Giuseppe De Cristoforis (or De Cristofori) (11 October 1803 – 27 December 1837, also Milan) was an Italian naturalist and collector.

Also known as Joseph de Cristoforis or Giuseppe Cristofori, he was born in Milan. He studied entomology, specialising in Coleoptera. He was a natural history and insect dealer in Milan.

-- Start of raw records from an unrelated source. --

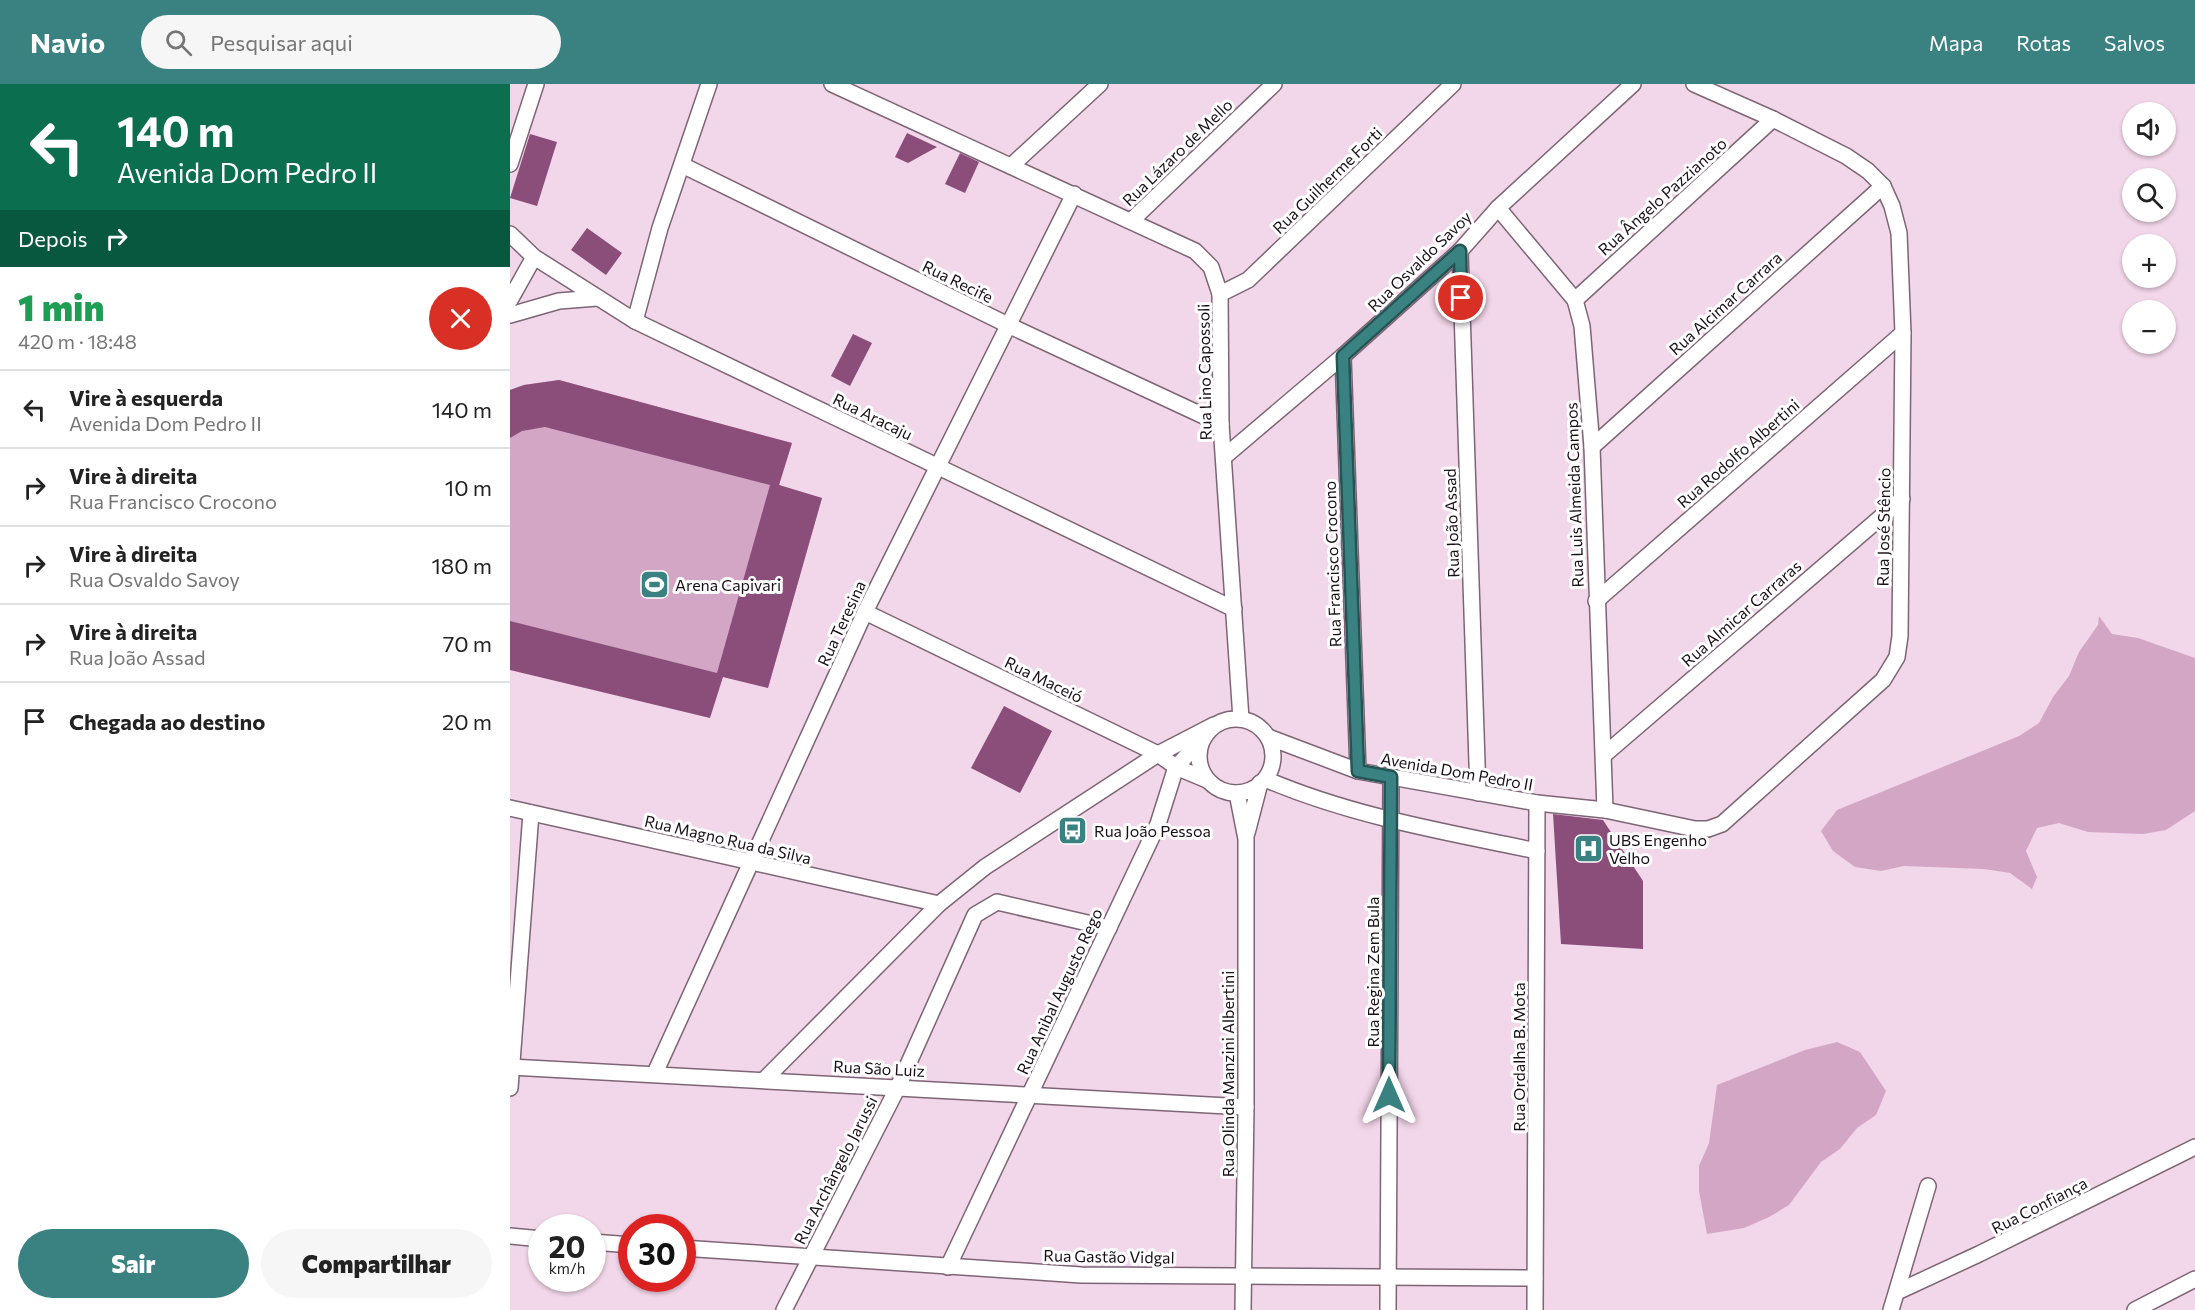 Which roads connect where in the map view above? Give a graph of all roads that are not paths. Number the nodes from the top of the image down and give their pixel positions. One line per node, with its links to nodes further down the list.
1 (536, 84): 10 (street)
2 (709, 84): 11 (street)
3 (832, 84): 12 (street, Rua Lino Capossoli)
4 (1100, 84): 12 (street)
5 (1274, 84): 16 (street, Rua Lázaro de Mello)
6 (1453, 84): 20 (street, Rua Guilherme Forti)
7 (1633, 84): 15 (street, Rua Osvaldo Savoy)
8 (1694, 84): 9 (street, Rua José Stêncio)
9 (1773, 119): 13 (street, Rua José Stêncio); 23 (street, Rua Ângelo Pazzianoto)
10 (510, 164)
11 (682, 165): 25 (street); 26 (street, Rua Recife)
12 (1011, 166): 14 (street, Rua Lino Capossoli)
13 (1883, 186): 27 (street, Rua José Stêncio); 30 (street, Rua Alcimar Carrara)
14 (1074, 194): 16 (street, Rua Lino Capossoli); 26 (street, Rua Teresina)
15 (1498, 208): 18 (street, Rua Osvaldo Savoy); 23 (street, Rua Luis Almeida Campos)
16 (1131, 221): 20 (street, Rua Lino Capossoli)
17 (510, 234): 19 (street, Rua Aracaju)
18 (1460, 251): 28 (street, Rua Osvaldo Savoy); 48 (street, Rua João Assad)
19 (534, 257): 21 (street, Rua Aracaju); 22 (street)
20 (1221, 294): 29 (street, Rua Lino Capossoli)
21 (597, 298): 24 (street); 25 (street, Rua Aracaju)
22 (510, 300)
23 (1575, 300): 30 (street, Rua Luis Almeida Campos)
24 (510, 315)
25 (635, 321): 32 (street, Rua Aracaju)
26 (1008, 325): 29 (street, Rua Recife); 32 (street, Rua Teresina)
27 (1903, 333): 33 (street, Rua José Stêncio); 34 (street, Rua Rodolfo Albertini)
28 (1343, 356): 31 (street, Rua Osvaldo Savoy); 43 (street, Rua Francisco Crocono)
29 (1221, 424): 31 (street, Rua Lino Capossoli)
30 (1592, 447): 34 (street, Rua Luis Almeida Campos)
31 (1224, 457): 35 (street, Rua Lino Capossoli)
32 (938, 467): 35 (street, Rua Aracaju); 36 (street, Rua Teresina)
33 (1902, 499): 41 (street, Rua Almicar Carraras); 51 (street, Rua José Stêncio)
34 (1596, 601): 41 (street, Rua Luis Almeida Campos)
35 (1234, 609): 37 (street, Rua Lino Capossoli)
36 (865, 612): 40 (street, Rua Maceió); 56 (street, Rua Teresina)
37 (1241, 719): 38 (street); 39 (street)
38 (1210, 730): 40 (street); 42 (street, Rua Anibal Augusto Rego); 45 (street)
39 (1268, 737): 43 (street, Avenida Dom Pedro II); 46 (street)
40 (1158, 754): 42 (street, Rua Maceió); 57 (street)
41 (1604, 755): 51 (street, Rua Luis Almeida Campos)
42 (1176, 767): 45 (street, Rua Maceió); 58 (street, Rua Anibal Augusto Rego)
43 (1358, 771): 44 (street, Avenida Dom Pedro II)
44 (1391, 777): 48 (street, Avenida Dom Pedro II); 53 (street, Rua Regina Zem Bula)
45 (1207, 780): 47 (street)
46 (1263, 781): 47 (street); 53 (street); 54 (street, Rua Olinda Manzini Albertini)
47 (1237, 793): 54 (street, Rua Olinda Manzini Albertini)
48 (1478, 793): 49 (street, Avenida Dom Pedro II)
49 (1538, 803): 51 (street, Rua José Stêncio); 55 (street, Rua Ordalha B. Mota)
50 (510, 808): 52 (street, Rua Magno Rua da Silva)
51 (1605, 810)
52 (531, 813): 56 (street, Rua Magno Rua da Silva); 59 (street)
53 (1391, 820): 55 (street); 74 (street, Rua Regina Zem Bula)
54 (1246, 839): 65 (street, Rua Olinda Manzini Albertini)
55 (1537, 851): 75 (street, Rua Ordalha B. Mota)
56 (751, 863): 57 (street, Rua Magno Rua da Silva); 60 (street, Rua Teresina)
57 (939, 904): 61 (street)
58 (1109, 928): 62 (street, Rua Archângelo Jarussi); 64 (street, Rua Anibal Augusto Rego)
59 (511, 1067): 60 (street, Rua São Luiz); 63 (street)
60 (655, 1073): 61 (street, Rua São Luiz)
61 (764, 1080): 62 (street, Rua São Luiz)
62 (898, 1087): 64 (street, Rua São Luiz); 71 (street, Rua Archângelo Jarussi)
63 (510, 1088)
64 (1030, 1094): 65 (street, Rua São Luiz); 72 (street, Rua Anibal Augusto Rego)
65 (1246, 1107): 73 (street, Rua Olinda Manzini Albertini)
66 (2195, 1147): 77 (street, Rua Confiança)
67 (1928, 1186): 77 (street)
68 (510, 1236): 69 (street)
69 (528, 1238)
70 (696, 1249): 71 (street, Rua Gastão Vidgal)
71 (811, 1257): 72 (street, Rua Gastão Vidgal); 78 (street, Rua Archângelo Jarussi)
72 (948, 1267): 73 (street, Rua Gastão Vidgal)
73 (1242, 1276): 74 (street, Rua Gastão Vidgal); 79 (street, Rua Olinda Manzini Albertini)
74 (1388, 1277): 75 (street, Rua Gastão Vidgal); 80 (street, Rua Regina Zem Bula)
75 (1535, 1278): 81 (street, Rua Ordalha B. Mota)
76 (2195, 1279): 83 (street)
77 (1897, 1292): 82 (street)
78 (784, 1310)
79 (1243, 1310)
80 (1388, 1310)
81 (1535, 1310)
82 (1891, 1310)
83 (2135, 1310)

His collections, merged with those of Giorgio Jan, were the basis of Museo Civico di Storia Naturale of Milan. He bequeathed them to the city in 1832 on the condition that the municipality created a natural history museum curated by his friend Giorgio Jan.

He died at Milan in 1837.

==Works==
- 1832 with G Jan Catalogus in IV. sectiones divisus rerum naturalium in museo exstantium Josephi de Cristofori et Georgii Jan. Sectio 2, [Conchyliologia]. Pars 1, [Conspectus methodicus Molluscorum. Fasc. 1., Testacea terrestria et fluviatilia].Mediolani
- 1832 with G Jan Catalogus in IV. sectiones divisus rerum naturalium in Museo exstantium Josephi de Cristofori et Georgii Jan .. : [Sectio III.a Entomologia, Pars I.a Conspectus methodicus insectorum, Fasc. I.us Coleoptera.
- 1832 Testacea terrestria et fluviatilia.Parmae, Typographia Carmignani, 1832 [Series:Parma. Museo di storia naturale di G.e de Cristofori e G.o Jan. Catalogus sect. 2 [Conchyliologia] pars 1, fasc. 1]
- 1832 with G Jan and Georges Cuvier, baron Il regno animale distribuito secondo la sua organizzazione opera del Baron Cuvier; compendiata e recata in lingua italiana per servir di base alla Storia naturale degli animali e d'introduzione al prodromo della Fauna dell'Italia superiore, compreso nei cataloghi sistematici e descrittivi della raccolte zoologiche. Parte IIa., I molluschi Parma : Stamperia Carmignani, 1832.
- 1832 with G Jan Descrizione dei generi degli animali : per servire d'introduzione al prodromo della Fauna dell'Italia superiore : compreso nei cataloghi del Museo di storia naturale / Parte IIa, fasc. Io, I molluschi terrestri e fluviatili. Parma : Stamperia Carmignani, [1832]
- 1832? with G Jan Enumeratio methodica plantarum exsiccatarum : quarum copiam offerunt anni 1832 mense Januario DeCristofori et Jan. Parma?

== Bibliography ==
- 1832. Testacea terrestria et fluviatilia.